On 2/16/2014 at 7:19 PM, Inazuma said:

I understand that footage recorded in 10bit 4:2:2 will have the maliability close to a RAW photo, but what are the advantages of recording at high bitrates to a normal codec on say, a GH3? Apart from less JPEG artifacts.

I guess the question is do you know why people use raw to shoot photographs?  Everything in your pipeline lens, sensor, computer monitor, printer, paper, TV, projector has characteristics.  The more information you start out with the more you can target your final result to your final output.

Let me ask you.  If you were going to make a print in the old analog film days would your rather have a negative or an 8x10 print to start with?  The problem with digital only people is they don't know the fundamentals.  Any analog person would remember hours in the dark room picking the kind of developer, the developing technique, the kind of printing paper, the kind of enlarger filter, dodging and burning, the kind of paper developer, the paper developing technique, etc.  Just because the final print was done on a paper that had less dynamic range than the negative doesn't mean you would skimp on the negative.

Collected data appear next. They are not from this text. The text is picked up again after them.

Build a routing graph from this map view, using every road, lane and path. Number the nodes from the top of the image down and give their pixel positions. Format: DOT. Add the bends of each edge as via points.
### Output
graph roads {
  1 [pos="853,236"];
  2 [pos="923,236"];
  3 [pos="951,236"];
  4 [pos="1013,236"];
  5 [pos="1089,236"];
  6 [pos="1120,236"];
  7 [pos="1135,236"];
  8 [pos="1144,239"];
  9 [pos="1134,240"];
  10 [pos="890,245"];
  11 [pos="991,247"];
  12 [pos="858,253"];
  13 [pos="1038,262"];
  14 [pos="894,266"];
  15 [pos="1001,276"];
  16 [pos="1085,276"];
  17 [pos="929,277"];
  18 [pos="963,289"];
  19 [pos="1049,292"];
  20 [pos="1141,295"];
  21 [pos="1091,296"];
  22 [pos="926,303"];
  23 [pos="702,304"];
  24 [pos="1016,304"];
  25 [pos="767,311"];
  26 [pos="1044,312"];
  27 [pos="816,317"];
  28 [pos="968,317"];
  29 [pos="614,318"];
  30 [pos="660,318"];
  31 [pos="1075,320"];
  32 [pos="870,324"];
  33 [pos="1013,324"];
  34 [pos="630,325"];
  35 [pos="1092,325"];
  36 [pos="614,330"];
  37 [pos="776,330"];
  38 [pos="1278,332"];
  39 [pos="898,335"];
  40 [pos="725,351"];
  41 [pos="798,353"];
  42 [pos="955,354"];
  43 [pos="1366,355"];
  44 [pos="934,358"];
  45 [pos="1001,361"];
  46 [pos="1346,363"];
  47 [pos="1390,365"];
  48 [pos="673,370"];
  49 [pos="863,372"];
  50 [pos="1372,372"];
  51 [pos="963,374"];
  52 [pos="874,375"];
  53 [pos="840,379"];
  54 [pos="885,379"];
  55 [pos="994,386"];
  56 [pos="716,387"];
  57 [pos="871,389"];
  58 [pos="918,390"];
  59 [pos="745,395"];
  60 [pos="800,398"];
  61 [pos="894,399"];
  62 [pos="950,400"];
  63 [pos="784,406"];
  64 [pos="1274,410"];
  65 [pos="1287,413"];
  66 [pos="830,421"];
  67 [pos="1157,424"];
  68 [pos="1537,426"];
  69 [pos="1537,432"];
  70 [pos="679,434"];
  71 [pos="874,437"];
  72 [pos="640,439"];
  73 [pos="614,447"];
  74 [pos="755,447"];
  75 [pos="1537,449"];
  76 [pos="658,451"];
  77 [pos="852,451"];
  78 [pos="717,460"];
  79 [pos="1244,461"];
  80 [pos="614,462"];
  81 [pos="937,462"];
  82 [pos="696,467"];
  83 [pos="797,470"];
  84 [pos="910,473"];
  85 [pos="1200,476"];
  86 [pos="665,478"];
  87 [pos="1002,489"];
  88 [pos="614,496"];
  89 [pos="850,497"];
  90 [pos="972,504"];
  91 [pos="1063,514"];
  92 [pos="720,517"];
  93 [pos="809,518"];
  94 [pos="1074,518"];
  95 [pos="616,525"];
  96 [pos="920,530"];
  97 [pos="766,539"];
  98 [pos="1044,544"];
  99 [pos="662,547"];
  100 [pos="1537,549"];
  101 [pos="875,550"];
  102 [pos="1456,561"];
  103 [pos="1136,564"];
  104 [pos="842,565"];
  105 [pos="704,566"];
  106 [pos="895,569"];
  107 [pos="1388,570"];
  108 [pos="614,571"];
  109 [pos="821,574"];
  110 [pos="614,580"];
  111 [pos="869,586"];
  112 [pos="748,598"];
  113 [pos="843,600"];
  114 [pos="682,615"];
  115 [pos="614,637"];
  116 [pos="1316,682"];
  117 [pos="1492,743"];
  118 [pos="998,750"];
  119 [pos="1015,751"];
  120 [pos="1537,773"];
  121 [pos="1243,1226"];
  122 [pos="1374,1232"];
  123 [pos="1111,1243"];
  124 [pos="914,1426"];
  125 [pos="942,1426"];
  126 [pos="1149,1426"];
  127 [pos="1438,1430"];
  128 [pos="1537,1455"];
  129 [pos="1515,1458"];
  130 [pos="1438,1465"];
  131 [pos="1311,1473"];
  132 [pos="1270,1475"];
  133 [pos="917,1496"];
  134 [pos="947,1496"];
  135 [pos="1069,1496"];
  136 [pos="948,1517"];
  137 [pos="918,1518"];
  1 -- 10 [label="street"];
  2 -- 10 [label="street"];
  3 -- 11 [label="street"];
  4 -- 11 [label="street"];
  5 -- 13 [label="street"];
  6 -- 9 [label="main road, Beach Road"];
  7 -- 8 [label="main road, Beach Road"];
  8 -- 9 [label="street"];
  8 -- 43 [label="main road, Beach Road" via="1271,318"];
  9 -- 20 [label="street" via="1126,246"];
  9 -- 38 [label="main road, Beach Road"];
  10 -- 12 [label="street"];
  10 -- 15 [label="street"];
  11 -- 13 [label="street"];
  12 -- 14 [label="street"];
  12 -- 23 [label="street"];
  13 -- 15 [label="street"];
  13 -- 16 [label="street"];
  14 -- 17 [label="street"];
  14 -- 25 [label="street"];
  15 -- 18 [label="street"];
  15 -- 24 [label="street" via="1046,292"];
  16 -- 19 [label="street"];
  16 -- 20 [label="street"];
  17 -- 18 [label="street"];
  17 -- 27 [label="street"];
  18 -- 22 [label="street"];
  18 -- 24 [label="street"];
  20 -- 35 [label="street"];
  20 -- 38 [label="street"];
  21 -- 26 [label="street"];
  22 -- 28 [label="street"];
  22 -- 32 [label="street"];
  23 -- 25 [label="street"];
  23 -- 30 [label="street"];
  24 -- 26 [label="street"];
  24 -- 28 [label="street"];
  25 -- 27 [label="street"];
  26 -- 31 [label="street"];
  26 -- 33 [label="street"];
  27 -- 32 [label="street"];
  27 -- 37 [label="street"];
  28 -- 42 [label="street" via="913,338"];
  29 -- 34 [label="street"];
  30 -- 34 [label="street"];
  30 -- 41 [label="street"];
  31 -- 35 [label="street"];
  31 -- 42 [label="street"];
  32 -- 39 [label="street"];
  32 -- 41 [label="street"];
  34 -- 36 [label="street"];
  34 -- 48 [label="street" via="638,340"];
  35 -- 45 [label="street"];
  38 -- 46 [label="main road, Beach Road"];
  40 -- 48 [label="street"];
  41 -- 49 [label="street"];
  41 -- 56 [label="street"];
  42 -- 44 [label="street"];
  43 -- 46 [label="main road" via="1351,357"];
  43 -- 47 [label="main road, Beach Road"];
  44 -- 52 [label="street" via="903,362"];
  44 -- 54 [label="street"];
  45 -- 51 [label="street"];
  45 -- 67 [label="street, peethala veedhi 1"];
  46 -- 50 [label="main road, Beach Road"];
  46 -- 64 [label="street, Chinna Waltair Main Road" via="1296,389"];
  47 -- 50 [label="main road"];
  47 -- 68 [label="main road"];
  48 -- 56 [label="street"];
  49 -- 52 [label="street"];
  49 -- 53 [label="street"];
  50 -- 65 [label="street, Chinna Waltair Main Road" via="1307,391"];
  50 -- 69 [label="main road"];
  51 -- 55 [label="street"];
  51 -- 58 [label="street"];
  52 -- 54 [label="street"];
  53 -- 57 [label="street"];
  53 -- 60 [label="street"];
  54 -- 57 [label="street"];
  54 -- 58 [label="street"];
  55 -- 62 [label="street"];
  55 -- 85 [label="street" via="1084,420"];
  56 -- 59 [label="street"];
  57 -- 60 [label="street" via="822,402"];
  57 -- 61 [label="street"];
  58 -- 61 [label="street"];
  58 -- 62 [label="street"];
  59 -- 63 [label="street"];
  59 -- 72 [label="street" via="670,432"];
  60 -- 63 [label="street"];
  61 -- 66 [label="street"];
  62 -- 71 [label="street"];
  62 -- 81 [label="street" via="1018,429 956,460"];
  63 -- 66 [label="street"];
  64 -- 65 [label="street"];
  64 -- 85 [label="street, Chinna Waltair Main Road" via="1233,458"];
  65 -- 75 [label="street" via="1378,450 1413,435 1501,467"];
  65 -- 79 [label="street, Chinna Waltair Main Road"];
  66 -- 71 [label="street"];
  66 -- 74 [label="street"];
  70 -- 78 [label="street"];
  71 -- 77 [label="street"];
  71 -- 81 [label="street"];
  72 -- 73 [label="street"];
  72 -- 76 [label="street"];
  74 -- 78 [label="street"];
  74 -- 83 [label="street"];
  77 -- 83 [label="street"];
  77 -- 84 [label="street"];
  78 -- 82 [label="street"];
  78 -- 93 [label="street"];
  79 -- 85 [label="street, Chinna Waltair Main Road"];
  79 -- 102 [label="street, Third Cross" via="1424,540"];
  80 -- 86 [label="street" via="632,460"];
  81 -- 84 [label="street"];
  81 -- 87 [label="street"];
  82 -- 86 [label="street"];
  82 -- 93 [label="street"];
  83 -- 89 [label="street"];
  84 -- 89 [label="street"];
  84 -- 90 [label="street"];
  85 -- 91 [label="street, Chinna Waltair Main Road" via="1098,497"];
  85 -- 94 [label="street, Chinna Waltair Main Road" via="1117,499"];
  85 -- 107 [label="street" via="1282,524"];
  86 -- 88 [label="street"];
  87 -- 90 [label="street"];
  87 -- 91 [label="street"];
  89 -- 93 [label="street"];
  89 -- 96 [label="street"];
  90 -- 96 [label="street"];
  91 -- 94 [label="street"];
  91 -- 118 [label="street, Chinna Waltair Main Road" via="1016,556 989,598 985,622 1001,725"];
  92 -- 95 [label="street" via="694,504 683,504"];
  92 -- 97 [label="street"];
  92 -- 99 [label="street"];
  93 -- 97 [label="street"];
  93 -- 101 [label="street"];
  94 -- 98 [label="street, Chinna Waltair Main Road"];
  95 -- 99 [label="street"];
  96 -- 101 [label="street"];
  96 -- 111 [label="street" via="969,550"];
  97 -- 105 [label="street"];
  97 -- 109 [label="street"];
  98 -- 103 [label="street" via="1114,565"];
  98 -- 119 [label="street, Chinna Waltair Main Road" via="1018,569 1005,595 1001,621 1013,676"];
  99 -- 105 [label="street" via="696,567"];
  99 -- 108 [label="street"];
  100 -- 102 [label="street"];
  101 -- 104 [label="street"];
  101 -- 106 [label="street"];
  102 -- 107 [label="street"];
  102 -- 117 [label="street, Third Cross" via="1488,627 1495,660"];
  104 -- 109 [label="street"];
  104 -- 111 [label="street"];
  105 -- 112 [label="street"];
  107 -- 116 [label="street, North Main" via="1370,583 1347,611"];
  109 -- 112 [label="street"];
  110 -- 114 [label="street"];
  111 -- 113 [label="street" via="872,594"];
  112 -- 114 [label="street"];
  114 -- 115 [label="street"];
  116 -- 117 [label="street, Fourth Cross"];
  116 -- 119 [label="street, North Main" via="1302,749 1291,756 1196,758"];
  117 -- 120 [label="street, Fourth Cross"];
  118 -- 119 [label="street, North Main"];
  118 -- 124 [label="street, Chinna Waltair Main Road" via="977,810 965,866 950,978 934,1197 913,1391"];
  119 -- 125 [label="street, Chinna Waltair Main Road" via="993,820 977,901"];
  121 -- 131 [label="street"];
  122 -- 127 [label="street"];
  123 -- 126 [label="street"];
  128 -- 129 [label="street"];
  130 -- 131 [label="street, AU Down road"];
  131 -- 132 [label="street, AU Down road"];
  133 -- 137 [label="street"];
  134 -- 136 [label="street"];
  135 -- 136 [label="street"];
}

Honestly though I never really thought about it in the analog days.  It was common sense.  What about digital makes people question starting off with a more flexible bit of source material?  It seems self evident no matter what your final output product is.  Now of course there are trade offs.   Even in the analog day I didn't carry an 8x10 view camera with me everywhere for casual snapshots.  I mean you have to find a balance.  It is an art.   No, literally it is an art.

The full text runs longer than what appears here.